> [Goal of the exercise] In the records, find every line with the word "graph" and copy it out.

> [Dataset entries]
------------------------------------

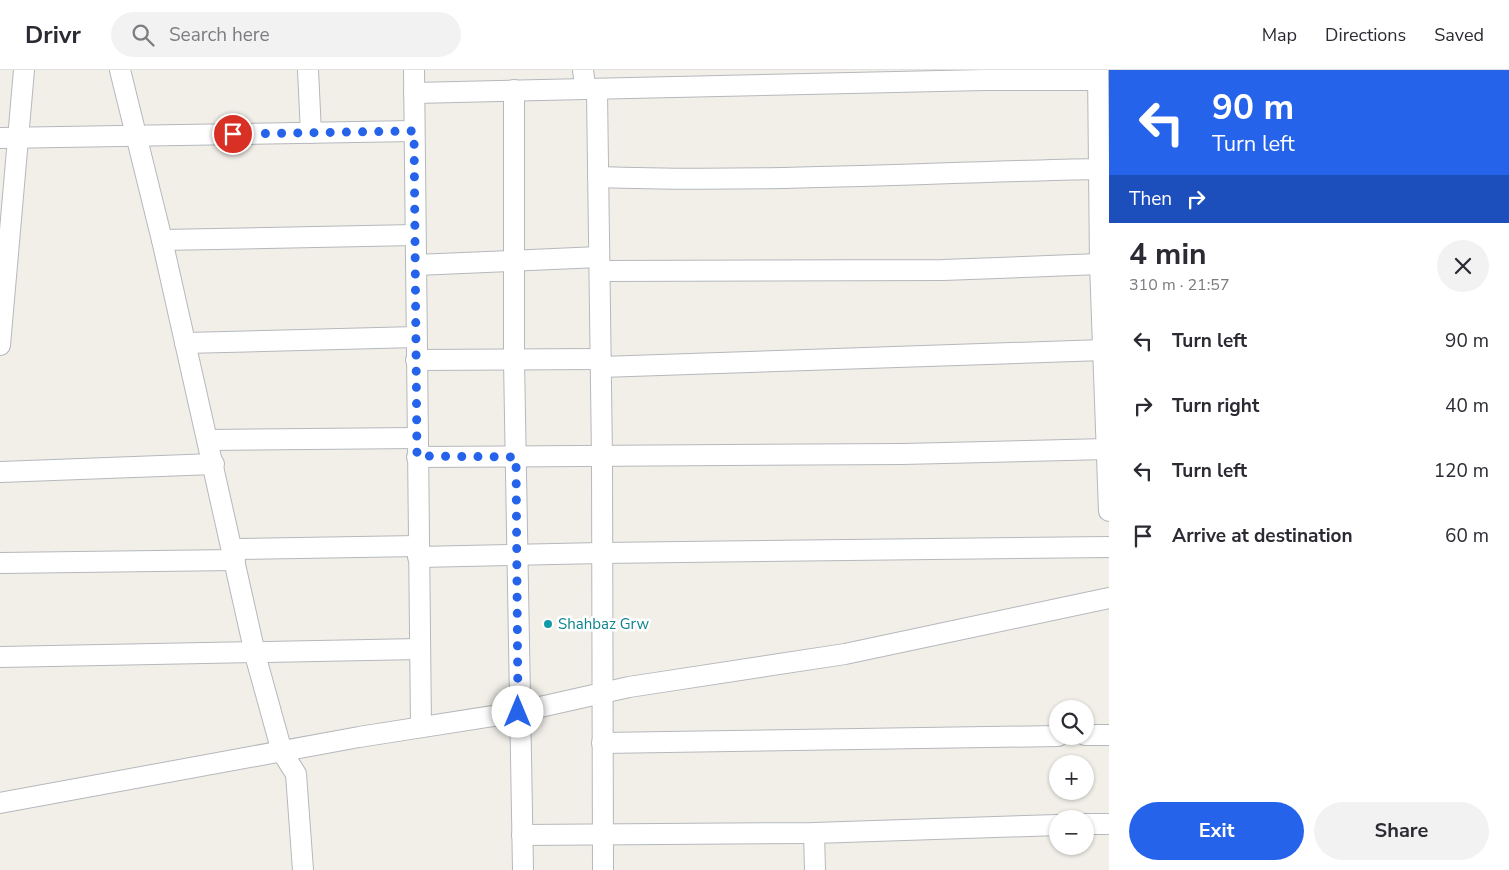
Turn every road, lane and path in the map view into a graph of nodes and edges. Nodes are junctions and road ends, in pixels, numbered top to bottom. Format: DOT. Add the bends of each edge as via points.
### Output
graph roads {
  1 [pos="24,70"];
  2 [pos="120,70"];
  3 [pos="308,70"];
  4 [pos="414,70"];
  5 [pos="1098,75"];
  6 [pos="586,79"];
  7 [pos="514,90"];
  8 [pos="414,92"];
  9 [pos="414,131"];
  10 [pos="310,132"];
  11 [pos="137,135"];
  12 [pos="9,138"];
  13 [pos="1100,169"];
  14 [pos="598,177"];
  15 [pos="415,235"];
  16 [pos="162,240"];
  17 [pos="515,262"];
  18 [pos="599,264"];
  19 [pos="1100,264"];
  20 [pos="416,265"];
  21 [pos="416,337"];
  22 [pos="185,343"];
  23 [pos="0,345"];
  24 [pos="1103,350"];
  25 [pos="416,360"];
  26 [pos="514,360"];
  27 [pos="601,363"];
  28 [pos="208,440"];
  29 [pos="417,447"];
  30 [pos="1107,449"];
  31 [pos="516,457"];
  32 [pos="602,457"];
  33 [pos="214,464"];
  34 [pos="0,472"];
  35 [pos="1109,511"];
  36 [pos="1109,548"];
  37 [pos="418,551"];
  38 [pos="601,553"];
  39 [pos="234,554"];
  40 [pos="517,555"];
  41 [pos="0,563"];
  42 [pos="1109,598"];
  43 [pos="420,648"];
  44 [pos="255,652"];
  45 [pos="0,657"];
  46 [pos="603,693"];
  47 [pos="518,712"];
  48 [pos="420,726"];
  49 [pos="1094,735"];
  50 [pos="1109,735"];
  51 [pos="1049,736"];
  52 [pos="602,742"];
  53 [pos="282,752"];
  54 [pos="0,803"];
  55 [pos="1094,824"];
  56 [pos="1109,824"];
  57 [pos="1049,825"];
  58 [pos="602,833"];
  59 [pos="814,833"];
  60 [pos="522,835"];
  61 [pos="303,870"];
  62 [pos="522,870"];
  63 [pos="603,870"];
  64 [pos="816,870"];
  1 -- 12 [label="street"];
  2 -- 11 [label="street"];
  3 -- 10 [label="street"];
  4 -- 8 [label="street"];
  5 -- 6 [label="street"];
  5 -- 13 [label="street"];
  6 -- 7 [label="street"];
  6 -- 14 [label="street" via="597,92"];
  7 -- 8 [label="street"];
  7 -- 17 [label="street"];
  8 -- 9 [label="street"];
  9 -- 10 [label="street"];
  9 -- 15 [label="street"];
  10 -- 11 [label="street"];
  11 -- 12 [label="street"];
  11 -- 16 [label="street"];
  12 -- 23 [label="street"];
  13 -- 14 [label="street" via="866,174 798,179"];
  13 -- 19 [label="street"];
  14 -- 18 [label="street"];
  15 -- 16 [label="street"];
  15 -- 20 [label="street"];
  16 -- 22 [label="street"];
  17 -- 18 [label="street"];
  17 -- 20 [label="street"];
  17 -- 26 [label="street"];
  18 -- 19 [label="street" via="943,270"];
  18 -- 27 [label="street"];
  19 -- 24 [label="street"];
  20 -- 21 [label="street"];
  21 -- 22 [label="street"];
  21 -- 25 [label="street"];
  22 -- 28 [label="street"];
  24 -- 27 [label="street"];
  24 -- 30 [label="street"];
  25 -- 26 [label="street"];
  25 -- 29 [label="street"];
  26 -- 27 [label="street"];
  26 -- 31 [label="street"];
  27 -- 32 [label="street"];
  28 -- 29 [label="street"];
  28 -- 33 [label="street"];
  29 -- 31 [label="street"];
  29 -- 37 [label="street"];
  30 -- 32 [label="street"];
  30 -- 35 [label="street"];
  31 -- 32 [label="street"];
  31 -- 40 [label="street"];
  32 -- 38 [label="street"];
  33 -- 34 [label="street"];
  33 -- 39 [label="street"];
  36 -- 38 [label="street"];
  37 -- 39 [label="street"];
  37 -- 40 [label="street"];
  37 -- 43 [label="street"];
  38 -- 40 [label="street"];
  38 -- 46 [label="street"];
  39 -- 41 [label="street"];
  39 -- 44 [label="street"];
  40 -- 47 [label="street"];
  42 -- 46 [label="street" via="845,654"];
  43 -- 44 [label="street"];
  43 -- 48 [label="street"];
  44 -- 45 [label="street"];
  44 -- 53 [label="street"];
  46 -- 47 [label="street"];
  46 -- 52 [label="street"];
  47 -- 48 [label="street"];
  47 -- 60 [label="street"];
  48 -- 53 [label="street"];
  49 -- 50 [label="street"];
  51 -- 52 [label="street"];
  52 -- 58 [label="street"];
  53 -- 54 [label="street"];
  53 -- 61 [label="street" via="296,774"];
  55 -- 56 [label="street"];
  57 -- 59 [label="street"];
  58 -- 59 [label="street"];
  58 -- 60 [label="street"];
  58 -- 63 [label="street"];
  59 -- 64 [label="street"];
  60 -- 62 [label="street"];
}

------------------------------------

> [Output for this exercise]
Turn every road, lane and path in the map view into a graph of nodes and edges. Nodes are junctions and road ends, in pixels, numbered top to bottom. Format: DOT. Add the bends of each edge as via points.
graph roads {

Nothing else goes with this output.